Strikes or no strikes, Becca Biggs’ debut solo album, Genie, is a hit.

Born in Tennessee but raised in Maine, Biggs has either retained or is channeling an engaging Southern twang. It matches the music perfectly, as Genie is an alt-country album that freely ranges into rock and indie-folk territories. 

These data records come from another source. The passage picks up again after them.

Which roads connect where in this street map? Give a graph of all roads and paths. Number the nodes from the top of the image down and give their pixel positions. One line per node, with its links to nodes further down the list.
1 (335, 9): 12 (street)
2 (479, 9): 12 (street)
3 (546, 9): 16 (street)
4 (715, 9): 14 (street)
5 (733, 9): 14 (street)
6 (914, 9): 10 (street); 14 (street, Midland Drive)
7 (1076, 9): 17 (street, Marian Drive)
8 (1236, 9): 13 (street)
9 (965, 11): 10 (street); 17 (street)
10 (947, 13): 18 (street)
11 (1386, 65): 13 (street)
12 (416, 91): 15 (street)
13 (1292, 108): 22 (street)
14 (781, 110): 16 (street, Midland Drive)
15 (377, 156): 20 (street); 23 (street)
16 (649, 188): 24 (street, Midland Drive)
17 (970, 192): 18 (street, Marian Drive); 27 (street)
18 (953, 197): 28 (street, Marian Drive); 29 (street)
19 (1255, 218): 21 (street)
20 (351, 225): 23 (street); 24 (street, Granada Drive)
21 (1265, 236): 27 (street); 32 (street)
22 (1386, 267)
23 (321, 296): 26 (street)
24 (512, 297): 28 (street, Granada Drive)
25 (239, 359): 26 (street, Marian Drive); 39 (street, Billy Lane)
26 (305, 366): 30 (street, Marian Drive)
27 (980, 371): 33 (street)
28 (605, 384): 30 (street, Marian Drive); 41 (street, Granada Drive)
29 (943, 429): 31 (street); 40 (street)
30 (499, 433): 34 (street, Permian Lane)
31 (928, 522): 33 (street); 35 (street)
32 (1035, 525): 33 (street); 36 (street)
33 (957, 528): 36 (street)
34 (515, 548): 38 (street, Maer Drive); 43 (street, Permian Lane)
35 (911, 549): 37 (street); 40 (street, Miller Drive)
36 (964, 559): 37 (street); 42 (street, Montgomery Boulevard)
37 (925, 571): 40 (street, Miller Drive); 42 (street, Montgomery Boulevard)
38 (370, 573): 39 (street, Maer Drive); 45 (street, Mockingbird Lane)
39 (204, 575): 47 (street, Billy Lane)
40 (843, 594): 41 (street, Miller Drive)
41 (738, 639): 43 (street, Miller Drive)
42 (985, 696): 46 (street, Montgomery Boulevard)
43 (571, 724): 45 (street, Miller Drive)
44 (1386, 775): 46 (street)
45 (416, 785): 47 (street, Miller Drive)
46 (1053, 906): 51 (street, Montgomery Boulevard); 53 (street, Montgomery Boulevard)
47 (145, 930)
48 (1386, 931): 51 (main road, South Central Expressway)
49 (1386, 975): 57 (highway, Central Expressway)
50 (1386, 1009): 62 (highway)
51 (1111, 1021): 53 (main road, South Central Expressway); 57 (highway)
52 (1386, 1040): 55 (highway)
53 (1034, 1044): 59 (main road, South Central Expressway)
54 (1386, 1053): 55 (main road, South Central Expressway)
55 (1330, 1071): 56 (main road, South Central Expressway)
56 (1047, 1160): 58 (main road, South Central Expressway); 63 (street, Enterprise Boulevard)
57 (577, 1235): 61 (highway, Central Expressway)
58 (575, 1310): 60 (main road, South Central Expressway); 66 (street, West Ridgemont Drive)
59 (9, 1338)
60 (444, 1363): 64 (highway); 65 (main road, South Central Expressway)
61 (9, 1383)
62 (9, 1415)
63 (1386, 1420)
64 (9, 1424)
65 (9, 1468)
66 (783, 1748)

To my biased ear, the rockier material here is the strongest. “I Know Who I Am” and “I Can’t Take It” would fit snugly on the WCLZ playlist between Gillian Welch and the latest by Ray Lamontagne. (Naturally, the latter track has already appeared on Aimsel Ponti’s popular “Music From 207” show on ’CLZ.) That said, there’s no denying the pull of a ballad like “Broken,” which Biggs’ beautiful and dexterous voice lifts clear out of the park.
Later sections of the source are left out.